Kimi K2.6 Codes Autonomously for 12 Hours, Matches GPT-5.4

Moonshot AI just open-sourced Kimi K2.6. Early benchmarks put it toe-to-toe with GPT-5.4 and Claude Opus 4.6 on coding and parallel agent tasks, backed by enterprise evaluations from Vercel, Ollama, and others. Jerilyn Zheng, PM for Vercel AI, reports more than 50% improvement on their Next.js benchmark versus K2.5, putting it "among the top-performing models on the platform." CodeBuddy's internal eval team measured a 12% bump in code generation accuracy and 18% better long-context stability. Tool invocation success rate: 96.6%.

The demos are where things get wild. K2.6 spent 12 hours autonomously deploying the Qwen3.5-0.8B model locally on a Mac, writing inference code in Zig (a niche language most humans haven't touched), and cranked throughput from roughly 15 to 193 tokens per second. That's about 20% faster than LM Studio. In another run, it overhauled exchange-core, an aging open-source financial matching engine. Over 13 hours, it modified more than 4,000 lines of code across 12 optimization strategies and pulled out a 185% throughput leap on medium workloads. It even reconfigured the core thread topology after analyzing CPU flame graphs, which is the kind of thing senior systems engineers do.

Bola Malek, Head of Labs, says K2.6 "excels on coding agent tasks at a level comparable to leading closed source models." Robert Rizk, a cofounder and CEO testing the model, calls it a new bar for "long-horizon, coding agent workflows." The 96.6% tool invocation success rate matters more than most benchmark scores here.
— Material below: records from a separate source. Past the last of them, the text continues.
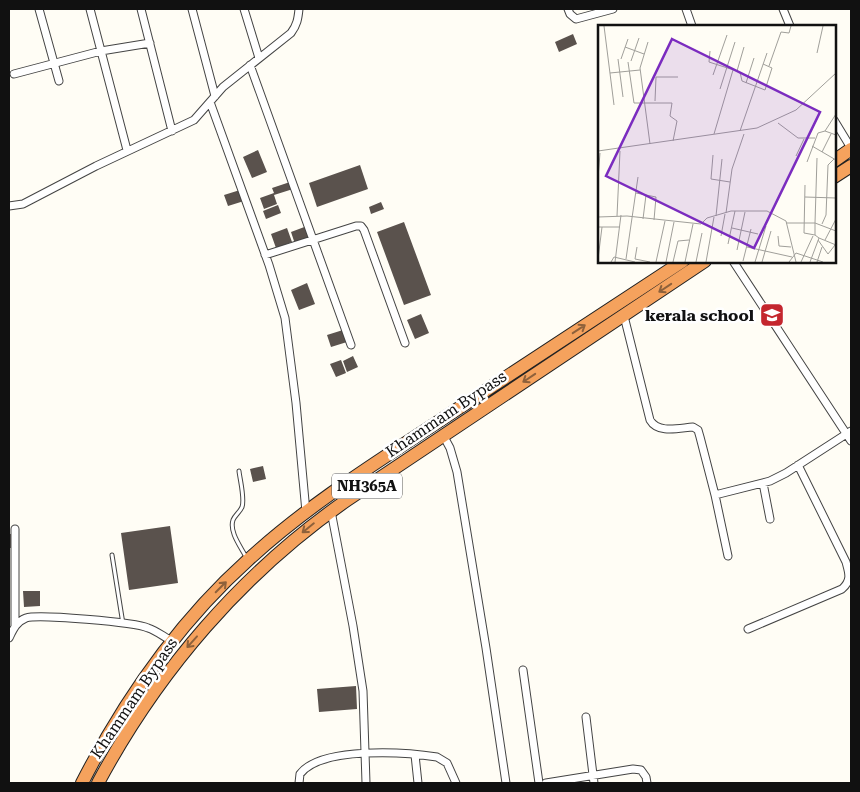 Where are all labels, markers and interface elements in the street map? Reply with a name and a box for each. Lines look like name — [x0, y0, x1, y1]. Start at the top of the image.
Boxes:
inset map — [598, 25, 835, 262]
one-way arrow — [658, 283, 672, 293]
school or university icon: kerala school — [759, 302, 785, 328]
place label: kerala school — [645, 306, 755, 325]
one-way arrow — [572, 324, 586, 334]
street label: Khammam Bypass — [382, 366, 510, 461]
one-way arrow — [523, 373, 537, 383]
road number: NH365A — [332, 474, 402, 498]
one-way arrow — [302, 523, 315, 534]
one-way arrow — [215, 581, 227, 594]
street label: Khammam Bypass — [87, 634, 182, 762]
one-way arrow — [186, 635, 198, 648] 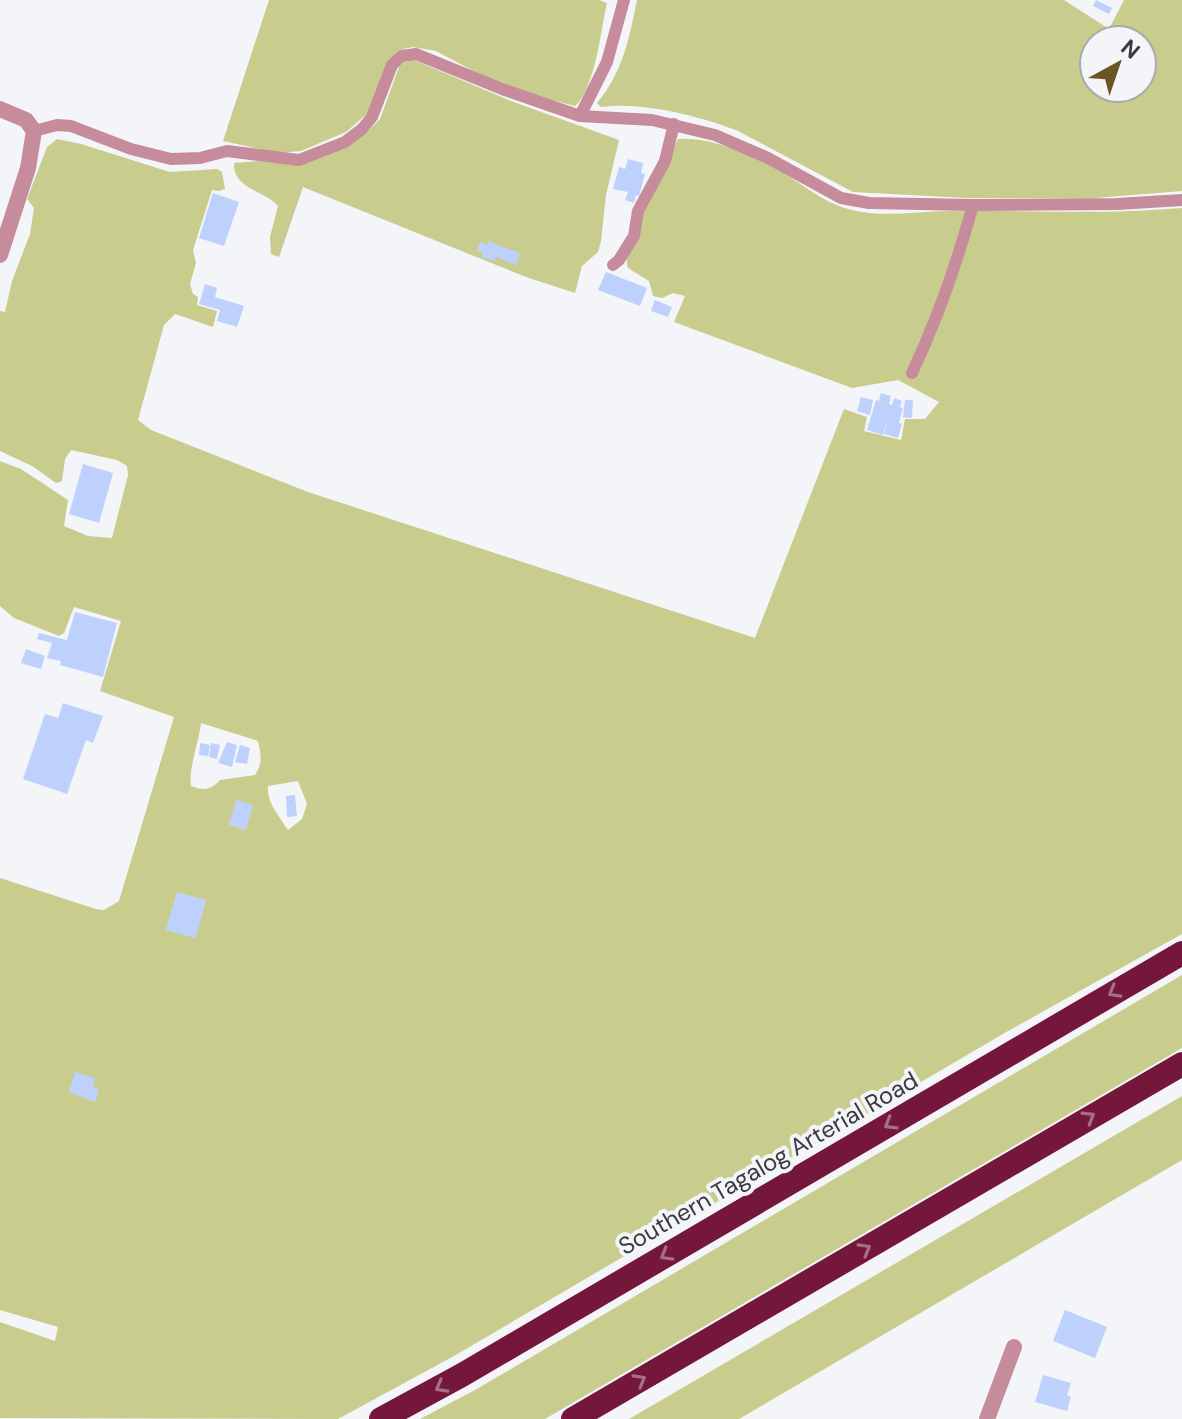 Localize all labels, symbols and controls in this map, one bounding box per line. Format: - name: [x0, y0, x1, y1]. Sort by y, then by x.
- north arrow: [1078, 24, 1158, 104]
- text: N: [1115, 33, 1146, 65]
- one-way arrow: [1108, 982, 1123, 998]
- street label: Southern Tagalog Arterial Road: [613, 1064, 923, 1262]
- one-way arrow: [1080, 1111, 1095, 1127]
- one-way arrow: [884, 1114, 899, 1130]
- one-way arrow: [856, 1243, 871, 1259]
- one-way arrow: [660, 1245, 675, 1261]
- one-way arrow: [631, 1374, 646, 1390]
- one-way arrow: [435, 1377, 450, 1392]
If an agent can't reliably call tools across thousands of operations, it can't do real work. K2.6 made over 4,000 tool calls in the Zig project alone and kept going.

The Hacker News crowd is already calling this another "DeepSeek moment," with commenters noting Chinese AI labs are now neck-and-neck with top US models and missing the frontier by only days. Whether that framing holds up under broader testing is another question. But the pattern is real: open-source models that sustain multi-hour autonomous coding sessions aren't a novelty anymore, as demonstrated by parallel agent swarms like Imbue's. They're arriving on schedule.